WHAT TO DO ::
Using the listing that follows, return every line with the word "highway".
═══ THE INPUT ═══
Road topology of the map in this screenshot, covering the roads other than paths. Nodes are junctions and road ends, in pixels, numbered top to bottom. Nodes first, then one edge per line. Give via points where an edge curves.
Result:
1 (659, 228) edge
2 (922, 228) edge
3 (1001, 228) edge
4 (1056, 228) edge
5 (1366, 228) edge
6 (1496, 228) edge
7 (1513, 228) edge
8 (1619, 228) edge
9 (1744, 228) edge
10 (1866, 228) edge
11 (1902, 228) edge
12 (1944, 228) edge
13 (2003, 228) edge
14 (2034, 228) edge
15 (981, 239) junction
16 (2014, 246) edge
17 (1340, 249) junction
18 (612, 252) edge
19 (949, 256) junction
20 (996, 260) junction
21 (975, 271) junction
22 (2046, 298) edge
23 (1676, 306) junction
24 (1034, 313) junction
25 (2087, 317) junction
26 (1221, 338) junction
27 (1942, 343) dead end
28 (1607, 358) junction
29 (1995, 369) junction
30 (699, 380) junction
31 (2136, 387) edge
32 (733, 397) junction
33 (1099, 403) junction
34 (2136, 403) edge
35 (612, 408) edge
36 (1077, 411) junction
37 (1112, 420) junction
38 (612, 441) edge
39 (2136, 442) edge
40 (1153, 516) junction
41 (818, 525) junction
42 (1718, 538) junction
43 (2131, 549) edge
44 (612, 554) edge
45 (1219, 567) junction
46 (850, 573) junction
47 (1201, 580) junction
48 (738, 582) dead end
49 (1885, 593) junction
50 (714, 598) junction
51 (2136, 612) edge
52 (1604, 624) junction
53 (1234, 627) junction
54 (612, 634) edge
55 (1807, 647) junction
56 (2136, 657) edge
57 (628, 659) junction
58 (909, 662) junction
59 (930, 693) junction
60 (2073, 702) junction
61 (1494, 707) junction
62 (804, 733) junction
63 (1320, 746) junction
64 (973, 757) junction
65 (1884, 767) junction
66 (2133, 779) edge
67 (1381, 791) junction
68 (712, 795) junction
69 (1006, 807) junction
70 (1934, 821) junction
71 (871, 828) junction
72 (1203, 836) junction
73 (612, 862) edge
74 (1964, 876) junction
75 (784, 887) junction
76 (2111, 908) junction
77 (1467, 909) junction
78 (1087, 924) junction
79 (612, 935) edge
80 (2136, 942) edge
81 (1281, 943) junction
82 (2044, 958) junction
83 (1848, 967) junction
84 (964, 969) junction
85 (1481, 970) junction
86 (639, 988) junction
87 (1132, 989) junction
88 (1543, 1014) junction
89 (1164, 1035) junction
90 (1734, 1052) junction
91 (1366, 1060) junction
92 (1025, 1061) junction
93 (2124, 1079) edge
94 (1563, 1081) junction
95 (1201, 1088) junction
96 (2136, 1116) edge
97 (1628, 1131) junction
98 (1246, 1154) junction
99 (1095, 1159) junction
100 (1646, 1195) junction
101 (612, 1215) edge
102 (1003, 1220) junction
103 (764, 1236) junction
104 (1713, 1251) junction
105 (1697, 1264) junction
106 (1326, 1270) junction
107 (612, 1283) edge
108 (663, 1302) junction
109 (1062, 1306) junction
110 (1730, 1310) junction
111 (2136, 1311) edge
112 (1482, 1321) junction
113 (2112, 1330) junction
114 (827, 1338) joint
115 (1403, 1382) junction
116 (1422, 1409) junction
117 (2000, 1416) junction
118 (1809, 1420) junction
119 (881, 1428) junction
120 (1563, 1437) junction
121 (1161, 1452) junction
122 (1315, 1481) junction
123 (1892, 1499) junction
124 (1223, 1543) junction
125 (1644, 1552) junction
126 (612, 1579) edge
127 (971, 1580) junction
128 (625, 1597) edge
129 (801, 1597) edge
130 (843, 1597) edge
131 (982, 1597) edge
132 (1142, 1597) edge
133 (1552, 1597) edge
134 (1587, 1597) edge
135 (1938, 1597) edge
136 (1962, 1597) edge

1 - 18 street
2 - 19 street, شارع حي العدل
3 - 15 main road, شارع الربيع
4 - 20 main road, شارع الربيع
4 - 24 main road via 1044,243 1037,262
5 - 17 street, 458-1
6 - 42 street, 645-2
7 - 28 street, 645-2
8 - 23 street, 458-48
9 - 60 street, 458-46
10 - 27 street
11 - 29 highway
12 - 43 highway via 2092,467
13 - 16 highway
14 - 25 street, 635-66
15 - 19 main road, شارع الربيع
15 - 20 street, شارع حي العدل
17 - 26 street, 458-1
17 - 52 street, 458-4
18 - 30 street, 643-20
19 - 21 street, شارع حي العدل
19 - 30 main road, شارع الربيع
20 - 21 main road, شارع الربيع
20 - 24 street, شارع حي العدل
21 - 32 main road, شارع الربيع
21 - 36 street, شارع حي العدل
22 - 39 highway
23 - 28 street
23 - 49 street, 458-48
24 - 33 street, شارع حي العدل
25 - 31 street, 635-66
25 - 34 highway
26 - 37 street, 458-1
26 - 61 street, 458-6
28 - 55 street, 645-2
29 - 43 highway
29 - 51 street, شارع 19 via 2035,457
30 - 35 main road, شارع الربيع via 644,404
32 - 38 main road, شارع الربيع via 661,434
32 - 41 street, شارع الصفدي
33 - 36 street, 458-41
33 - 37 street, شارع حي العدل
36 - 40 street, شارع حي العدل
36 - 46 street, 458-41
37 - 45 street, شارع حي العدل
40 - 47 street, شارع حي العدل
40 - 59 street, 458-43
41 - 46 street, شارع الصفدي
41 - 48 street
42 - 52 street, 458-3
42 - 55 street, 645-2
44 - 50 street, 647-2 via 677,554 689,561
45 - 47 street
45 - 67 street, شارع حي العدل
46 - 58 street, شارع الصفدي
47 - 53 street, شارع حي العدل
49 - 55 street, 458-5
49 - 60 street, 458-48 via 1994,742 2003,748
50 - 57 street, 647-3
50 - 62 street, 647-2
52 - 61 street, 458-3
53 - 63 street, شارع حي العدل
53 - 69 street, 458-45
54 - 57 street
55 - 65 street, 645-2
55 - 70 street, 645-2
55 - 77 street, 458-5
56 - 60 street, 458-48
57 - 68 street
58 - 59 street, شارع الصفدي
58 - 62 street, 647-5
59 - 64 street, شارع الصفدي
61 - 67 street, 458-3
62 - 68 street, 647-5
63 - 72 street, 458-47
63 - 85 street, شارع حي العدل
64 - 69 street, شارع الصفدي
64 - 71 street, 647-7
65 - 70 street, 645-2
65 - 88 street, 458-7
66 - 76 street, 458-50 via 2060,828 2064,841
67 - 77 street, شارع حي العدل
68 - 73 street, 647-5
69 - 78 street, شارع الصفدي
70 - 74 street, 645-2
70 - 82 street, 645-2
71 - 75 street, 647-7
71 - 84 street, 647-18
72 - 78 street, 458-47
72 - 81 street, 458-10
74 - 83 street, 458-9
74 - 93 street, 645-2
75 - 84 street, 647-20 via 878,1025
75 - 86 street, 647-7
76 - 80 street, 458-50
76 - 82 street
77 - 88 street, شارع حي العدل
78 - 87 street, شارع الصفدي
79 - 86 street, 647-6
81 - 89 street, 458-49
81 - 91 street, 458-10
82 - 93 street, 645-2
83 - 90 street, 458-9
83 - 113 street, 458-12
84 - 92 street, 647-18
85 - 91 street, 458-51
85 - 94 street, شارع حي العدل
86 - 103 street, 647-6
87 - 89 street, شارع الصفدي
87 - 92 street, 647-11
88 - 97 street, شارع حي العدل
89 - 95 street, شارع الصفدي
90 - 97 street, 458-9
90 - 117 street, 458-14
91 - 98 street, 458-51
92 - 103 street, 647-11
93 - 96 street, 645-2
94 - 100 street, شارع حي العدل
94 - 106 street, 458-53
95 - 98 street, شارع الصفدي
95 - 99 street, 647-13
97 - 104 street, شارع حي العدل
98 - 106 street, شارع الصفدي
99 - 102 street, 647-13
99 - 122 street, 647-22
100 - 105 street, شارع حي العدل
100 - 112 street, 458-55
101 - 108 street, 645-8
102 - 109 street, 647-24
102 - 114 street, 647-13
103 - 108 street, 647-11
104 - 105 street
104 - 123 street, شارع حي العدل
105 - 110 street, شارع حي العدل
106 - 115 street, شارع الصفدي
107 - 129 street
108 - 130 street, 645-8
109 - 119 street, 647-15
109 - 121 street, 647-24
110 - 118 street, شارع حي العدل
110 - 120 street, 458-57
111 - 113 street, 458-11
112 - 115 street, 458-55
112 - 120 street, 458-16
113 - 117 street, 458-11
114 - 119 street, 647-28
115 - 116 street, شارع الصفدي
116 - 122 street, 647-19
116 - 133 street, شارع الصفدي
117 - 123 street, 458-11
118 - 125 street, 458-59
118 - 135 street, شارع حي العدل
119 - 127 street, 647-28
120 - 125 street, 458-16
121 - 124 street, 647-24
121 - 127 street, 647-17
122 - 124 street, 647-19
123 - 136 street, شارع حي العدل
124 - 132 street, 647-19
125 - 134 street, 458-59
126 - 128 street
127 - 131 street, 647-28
═══
TASK ANSWER ::
11 - 29 highway
12 - 43 highway via 2092,467
13 - 16 highway
22 - 39 highway
25 - 34 highway
29 - 43 highway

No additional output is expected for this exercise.